Segment Open

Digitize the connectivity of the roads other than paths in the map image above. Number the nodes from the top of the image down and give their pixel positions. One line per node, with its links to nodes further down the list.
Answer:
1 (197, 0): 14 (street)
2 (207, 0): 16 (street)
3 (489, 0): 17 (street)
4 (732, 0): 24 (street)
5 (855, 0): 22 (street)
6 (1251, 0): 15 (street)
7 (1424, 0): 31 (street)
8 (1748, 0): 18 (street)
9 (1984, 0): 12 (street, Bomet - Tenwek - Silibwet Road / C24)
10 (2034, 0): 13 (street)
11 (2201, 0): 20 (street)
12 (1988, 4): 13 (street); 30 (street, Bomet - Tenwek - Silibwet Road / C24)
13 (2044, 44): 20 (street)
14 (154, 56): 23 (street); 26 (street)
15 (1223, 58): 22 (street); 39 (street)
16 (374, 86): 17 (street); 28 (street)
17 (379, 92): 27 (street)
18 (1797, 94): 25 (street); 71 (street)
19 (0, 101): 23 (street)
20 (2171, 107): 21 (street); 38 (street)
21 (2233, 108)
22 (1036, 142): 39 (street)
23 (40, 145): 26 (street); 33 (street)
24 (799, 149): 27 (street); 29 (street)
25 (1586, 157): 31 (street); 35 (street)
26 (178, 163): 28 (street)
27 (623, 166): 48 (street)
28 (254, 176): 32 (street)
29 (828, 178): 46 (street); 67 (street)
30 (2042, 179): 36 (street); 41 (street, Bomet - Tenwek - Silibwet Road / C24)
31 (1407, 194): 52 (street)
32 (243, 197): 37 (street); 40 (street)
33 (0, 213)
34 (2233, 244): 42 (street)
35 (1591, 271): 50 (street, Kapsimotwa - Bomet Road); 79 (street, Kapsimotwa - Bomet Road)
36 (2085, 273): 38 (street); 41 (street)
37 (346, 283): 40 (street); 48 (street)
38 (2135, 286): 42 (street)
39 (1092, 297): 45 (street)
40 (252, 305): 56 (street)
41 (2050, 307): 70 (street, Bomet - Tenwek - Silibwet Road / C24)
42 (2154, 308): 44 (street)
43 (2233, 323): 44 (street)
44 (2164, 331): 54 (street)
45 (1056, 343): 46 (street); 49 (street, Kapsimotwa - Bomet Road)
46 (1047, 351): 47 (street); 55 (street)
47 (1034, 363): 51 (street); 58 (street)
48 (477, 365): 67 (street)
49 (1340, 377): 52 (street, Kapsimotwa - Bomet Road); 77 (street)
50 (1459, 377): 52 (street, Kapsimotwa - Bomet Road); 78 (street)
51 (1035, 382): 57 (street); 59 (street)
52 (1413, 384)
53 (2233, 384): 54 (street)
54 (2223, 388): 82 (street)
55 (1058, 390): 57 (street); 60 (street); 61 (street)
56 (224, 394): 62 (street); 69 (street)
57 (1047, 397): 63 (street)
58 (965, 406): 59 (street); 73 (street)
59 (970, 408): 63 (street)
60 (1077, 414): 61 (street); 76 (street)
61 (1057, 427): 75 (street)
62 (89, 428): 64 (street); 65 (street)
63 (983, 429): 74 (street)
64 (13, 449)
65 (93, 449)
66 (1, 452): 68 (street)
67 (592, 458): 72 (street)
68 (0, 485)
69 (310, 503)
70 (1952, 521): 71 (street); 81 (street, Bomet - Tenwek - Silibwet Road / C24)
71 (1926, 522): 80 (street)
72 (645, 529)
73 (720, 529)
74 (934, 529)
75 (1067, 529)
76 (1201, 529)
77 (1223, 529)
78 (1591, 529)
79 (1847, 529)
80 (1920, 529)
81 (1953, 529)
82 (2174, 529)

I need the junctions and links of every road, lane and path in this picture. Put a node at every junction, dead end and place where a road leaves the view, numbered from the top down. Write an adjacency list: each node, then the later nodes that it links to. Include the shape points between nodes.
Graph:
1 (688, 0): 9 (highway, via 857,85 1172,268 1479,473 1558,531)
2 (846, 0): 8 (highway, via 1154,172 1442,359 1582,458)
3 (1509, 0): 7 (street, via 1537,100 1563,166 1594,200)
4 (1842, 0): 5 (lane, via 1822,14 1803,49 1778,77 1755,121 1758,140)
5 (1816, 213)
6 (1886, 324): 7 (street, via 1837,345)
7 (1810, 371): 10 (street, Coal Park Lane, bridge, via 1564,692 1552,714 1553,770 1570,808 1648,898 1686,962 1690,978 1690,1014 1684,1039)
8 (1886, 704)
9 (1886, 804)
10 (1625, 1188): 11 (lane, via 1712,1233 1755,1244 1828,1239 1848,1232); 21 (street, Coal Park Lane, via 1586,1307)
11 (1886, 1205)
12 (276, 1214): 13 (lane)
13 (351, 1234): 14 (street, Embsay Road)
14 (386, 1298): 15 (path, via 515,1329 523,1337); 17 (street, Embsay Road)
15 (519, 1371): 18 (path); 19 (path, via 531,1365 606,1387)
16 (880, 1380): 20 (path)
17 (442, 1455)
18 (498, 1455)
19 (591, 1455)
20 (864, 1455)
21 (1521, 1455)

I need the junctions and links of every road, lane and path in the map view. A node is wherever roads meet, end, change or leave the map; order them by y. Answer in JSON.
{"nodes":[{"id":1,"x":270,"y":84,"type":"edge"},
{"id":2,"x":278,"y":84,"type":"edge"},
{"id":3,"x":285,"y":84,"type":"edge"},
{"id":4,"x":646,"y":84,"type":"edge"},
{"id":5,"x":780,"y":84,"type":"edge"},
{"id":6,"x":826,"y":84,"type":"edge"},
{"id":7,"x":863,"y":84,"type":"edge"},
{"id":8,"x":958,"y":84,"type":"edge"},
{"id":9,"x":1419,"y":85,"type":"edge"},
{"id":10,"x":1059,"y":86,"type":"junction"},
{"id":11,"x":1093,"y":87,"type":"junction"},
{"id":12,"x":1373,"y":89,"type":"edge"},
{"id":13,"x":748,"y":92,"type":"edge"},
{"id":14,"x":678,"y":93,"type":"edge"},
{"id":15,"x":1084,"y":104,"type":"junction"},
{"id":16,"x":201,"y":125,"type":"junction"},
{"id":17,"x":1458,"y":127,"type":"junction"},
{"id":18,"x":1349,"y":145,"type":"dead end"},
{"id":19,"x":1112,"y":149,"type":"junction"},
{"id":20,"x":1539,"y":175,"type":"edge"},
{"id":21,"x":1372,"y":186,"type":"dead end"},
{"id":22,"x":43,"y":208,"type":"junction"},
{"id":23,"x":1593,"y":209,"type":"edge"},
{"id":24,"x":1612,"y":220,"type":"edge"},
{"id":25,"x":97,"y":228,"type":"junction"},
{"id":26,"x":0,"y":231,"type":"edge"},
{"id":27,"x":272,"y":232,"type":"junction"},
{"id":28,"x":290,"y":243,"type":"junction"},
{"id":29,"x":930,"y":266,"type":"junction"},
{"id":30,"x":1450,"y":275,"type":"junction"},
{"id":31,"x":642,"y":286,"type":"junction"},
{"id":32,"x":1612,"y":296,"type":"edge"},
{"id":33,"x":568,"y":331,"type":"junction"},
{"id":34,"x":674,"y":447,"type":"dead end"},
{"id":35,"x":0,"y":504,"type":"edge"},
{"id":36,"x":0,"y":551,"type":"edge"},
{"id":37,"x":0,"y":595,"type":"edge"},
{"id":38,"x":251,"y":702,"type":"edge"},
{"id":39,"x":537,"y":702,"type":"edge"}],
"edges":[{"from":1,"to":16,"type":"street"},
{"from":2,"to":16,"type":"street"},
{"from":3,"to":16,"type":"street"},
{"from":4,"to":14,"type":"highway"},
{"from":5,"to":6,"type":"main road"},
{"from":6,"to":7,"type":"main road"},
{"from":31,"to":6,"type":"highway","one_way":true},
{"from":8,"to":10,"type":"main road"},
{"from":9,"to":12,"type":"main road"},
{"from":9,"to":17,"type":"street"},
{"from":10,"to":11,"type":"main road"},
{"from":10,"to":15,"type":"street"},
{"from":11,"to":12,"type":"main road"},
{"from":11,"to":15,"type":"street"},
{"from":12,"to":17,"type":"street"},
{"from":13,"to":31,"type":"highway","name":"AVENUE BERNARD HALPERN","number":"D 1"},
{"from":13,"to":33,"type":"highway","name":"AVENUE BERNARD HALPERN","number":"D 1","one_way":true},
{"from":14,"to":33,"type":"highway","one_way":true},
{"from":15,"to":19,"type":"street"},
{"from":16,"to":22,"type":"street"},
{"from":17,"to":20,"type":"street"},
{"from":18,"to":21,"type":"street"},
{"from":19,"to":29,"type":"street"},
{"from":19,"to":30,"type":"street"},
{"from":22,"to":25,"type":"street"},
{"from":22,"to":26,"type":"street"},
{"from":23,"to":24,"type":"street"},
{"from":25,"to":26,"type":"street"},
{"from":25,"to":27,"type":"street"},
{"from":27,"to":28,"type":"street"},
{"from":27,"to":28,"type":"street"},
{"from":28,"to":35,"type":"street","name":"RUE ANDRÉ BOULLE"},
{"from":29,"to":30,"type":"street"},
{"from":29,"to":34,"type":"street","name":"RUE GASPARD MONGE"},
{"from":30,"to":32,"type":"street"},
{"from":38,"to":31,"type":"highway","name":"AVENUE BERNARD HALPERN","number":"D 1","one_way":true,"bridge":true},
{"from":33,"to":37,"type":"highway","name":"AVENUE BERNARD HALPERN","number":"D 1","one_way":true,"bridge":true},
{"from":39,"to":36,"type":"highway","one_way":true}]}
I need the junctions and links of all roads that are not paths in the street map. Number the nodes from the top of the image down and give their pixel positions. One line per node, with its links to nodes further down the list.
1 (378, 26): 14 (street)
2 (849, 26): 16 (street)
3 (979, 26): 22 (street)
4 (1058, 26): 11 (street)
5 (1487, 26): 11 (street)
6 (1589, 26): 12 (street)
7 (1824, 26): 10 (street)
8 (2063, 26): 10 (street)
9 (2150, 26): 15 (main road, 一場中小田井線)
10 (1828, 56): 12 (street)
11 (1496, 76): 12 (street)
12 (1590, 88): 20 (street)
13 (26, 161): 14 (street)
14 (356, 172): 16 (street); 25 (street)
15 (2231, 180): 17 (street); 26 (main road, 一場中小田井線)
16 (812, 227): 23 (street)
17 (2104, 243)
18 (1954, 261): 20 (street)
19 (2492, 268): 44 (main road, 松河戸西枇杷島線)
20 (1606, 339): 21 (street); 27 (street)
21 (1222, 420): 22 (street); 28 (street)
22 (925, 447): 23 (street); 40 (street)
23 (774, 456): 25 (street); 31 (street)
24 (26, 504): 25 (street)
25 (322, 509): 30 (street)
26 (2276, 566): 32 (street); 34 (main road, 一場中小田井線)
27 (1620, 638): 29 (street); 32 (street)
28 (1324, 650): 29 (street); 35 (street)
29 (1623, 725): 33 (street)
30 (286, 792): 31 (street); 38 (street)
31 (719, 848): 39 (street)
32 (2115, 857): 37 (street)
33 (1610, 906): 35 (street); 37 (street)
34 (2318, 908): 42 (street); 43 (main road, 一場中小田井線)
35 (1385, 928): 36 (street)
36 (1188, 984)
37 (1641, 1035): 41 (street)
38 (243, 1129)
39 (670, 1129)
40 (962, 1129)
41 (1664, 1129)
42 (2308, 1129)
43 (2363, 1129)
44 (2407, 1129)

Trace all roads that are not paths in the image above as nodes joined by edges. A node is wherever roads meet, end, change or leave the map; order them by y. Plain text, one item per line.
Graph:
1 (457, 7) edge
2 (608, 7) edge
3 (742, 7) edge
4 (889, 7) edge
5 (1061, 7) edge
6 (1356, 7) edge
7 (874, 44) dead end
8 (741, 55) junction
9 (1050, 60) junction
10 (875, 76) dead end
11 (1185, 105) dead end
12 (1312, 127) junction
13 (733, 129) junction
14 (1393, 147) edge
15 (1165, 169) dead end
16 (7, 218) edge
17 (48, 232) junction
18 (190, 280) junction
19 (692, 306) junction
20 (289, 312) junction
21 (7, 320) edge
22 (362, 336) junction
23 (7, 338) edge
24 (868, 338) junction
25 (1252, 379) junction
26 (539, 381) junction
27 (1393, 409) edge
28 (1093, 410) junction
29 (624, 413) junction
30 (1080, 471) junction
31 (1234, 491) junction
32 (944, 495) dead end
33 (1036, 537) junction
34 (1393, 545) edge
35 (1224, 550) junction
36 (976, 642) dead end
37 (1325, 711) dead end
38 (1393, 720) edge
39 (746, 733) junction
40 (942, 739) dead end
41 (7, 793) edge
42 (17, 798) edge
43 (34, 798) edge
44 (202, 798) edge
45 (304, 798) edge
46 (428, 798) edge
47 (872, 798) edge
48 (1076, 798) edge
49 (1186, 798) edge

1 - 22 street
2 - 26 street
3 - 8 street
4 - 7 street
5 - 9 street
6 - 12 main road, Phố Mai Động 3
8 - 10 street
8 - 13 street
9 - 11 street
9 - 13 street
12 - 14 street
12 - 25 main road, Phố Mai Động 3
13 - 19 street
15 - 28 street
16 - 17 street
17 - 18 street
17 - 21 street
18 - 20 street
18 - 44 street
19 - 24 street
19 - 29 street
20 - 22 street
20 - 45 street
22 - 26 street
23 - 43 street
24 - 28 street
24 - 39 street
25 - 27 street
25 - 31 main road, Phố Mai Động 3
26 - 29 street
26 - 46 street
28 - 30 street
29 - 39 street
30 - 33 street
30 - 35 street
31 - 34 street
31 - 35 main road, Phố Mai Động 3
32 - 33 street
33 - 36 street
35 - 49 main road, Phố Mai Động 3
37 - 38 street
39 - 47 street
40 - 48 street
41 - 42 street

Segment Closed

§ What is required: Where a line in the material above holds "need", copy that line.

§ Exercise output:
I need the junctions and links of every road, lane and path in this picture. Put a node at every junction, dead end and place where a road leaves the view, numbered from the top down. Write an adjacency list: each node, then the later nodes that it links to. Include the shape points between nodes.
I need the junctions and links of every road, lane and path in the map view. A node is wherever roads meet, end, change or leave the map; order them by y. Answer in JSON.
I need the junctions and links of all roads that are not paths in the street map. Number the nodes from the top of the image down and give their pixel positions. One line per node, with its links to nodes further down the list.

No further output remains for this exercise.